National Security

Detainees charged but not locked up

February 13, 2024

Tuesday 13 February 2024

Clare Armstrong

The Daily Telegraph

Labor has not applied to have any of the murderers, sex offenders or violent criminals released from immigration detention last year returned to prison months after passing emergency laws to do so.

Of the 149 people released following a High Court ruling in the NZYQ case in November, at least 18 former detainees have been charged with fresh crimes by state and territory police, while seven have allegedly committed Commonwealth offences, including breaching curfew and electronic monitoring requirements.

The cohort, who are not Australian citizens but cannot be deported largely due to their refugee status, includes seven murderers, 37 sex offenders, 72 violent criminals, 16 domestic violence perpetrators and 13 serious drug offenders.

The Department of Home Affairs on Monday publicly confirmed for the first time where the released detainees are currently living, with 60 in NSW, 40 in Victoria, 20 in Queensland, 20 in Western Australia, fewer than 10 in South Australia and fewer than five in the ACT.

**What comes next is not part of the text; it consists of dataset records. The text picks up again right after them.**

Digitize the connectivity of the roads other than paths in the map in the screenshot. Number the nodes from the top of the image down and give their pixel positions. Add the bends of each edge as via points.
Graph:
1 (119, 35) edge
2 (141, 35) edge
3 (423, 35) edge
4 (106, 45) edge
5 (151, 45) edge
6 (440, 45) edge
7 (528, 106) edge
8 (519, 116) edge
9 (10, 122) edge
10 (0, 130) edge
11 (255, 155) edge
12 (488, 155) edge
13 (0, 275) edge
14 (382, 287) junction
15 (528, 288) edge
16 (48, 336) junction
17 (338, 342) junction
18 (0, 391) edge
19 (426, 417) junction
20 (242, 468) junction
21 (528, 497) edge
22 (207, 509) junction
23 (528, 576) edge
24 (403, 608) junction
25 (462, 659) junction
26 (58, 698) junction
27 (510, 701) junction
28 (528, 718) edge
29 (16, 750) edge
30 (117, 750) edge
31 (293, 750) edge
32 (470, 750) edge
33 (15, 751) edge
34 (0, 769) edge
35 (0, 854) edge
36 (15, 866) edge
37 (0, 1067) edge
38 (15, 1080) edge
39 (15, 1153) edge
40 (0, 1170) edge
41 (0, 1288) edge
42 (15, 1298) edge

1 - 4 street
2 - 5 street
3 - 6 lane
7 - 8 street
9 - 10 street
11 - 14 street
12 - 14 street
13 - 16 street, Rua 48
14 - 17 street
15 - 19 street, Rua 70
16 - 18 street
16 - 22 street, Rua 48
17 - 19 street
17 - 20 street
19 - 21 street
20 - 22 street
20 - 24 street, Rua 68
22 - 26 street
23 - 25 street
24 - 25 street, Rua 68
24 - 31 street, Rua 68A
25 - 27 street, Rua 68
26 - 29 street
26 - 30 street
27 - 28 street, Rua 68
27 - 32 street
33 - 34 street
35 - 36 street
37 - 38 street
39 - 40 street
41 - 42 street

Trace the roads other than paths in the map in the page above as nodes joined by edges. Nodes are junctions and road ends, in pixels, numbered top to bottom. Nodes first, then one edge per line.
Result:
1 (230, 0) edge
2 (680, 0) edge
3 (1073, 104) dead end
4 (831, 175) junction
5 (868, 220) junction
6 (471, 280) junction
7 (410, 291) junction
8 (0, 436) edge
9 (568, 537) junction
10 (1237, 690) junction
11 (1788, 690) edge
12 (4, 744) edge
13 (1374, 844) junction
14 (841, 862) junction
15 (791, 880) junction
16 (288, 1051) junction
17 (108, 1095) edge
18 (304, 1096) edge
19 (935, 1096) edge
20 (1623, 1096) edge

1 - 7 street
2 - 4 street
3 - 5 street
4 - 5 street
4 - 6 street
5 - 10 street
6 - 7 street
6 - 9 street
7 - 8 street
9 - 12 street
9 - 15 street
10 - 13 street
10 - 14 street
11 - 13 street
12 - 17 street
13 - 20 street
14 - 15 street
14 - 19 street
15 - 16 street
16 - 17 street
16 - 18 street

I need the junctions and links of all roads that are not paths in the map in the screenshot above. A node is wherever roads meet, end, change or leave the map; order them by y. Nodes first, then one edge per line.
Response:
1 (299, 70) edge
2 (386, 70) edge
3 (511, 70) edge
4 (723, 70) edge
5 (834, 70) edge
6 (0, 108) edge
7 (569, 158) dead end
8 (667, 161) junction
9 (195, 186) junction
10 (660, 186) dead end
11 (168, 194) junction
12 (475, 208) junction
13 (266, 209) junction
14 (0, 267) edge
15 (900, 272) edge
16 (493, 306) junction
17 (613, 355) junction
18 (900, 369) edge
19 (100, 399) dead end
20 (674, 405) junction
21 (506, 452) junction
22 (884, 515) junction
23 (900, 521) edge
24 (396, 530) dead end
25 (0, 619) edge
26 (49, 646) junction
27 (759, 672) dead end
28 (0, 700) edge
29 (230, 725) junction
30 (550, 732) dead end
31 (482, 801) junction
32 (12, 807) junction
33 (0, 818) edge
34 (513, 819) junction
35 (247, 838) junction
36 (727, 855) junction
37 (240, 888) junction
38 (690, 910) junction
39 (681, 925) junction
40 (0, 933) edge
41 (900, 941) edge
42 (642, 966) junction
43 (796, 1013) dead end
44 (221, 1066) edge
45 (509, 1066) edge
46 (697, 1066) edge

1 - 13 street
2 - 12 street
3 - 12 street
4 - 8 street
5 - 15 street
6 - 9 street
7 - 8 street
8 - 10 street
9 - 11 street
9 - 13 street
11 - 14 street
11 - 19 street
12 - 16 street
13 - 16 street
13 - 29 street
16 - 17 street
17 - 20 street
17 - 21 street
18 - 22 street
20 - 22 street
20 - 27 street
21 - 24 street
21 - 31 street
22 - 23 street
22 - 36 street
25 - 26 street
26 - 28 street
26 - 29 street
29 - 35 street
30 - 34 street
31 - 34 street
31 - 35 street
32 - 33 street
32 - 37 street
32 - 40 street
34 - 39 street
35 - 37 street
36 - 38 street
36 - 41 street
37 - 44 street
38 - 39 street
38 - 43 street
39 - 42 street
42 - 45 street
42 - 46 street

Officials also confirmed there have been no applications made to have any of the most serious offenders returned to prison under new preventative detention measures rushed through parliament in December.

As of last month there were 113 former detainees required to wear electronic ankle monitors, while in 36 cases the trackers were deemed unnecessary.

Opposition home affairs spokesman James Paterson accused Labor of being “slow and weak” in its response to the High Court decision, arguing the only way to know if preventative detention orders would be successful was if the government “gets off its backside and makes an application to the court”.

“This is a shocking failure on community safety and national security,” he said.

Mr Paterson also criticised Labor’s lack of transparency on the rate of reoffending among the cohort.

“These updates … shouldn’t have to be dragged out by the skin of our teeth from the officials form the Department of Home Affairs,” he said.

Anthony Albanese defended the lack of applications to redetain any of the individuals released, claiming the government wanted to avoid unsuccessful attempts.

“There’s a very high legal threshold to be met for a court to agree to the ongoing detention of an offender,” the Prime Minister told 2GB.

“What we want to make sure is that this is right, there’s no point putting in an application that is not successful.

“We are taking advice and we will take action for everyone who the advice suggests can be successfully detained.”

Immigration Minister Andrew Giles was grilled about the detainees in Question Time, but repeatedly declined to reveal if any of the people who had reoffended were not wearing ankle bracelets at the time.

Citing “operational” reasons, Mr Giles said the questions were a matter for law enforcement.

Australian Border Force officials fronting Senate Estimates on Monday took a number of questions on notice as they were also unable to immediately answer how many detainees previously convicted of serious offences were not fitted with an ankle monitor.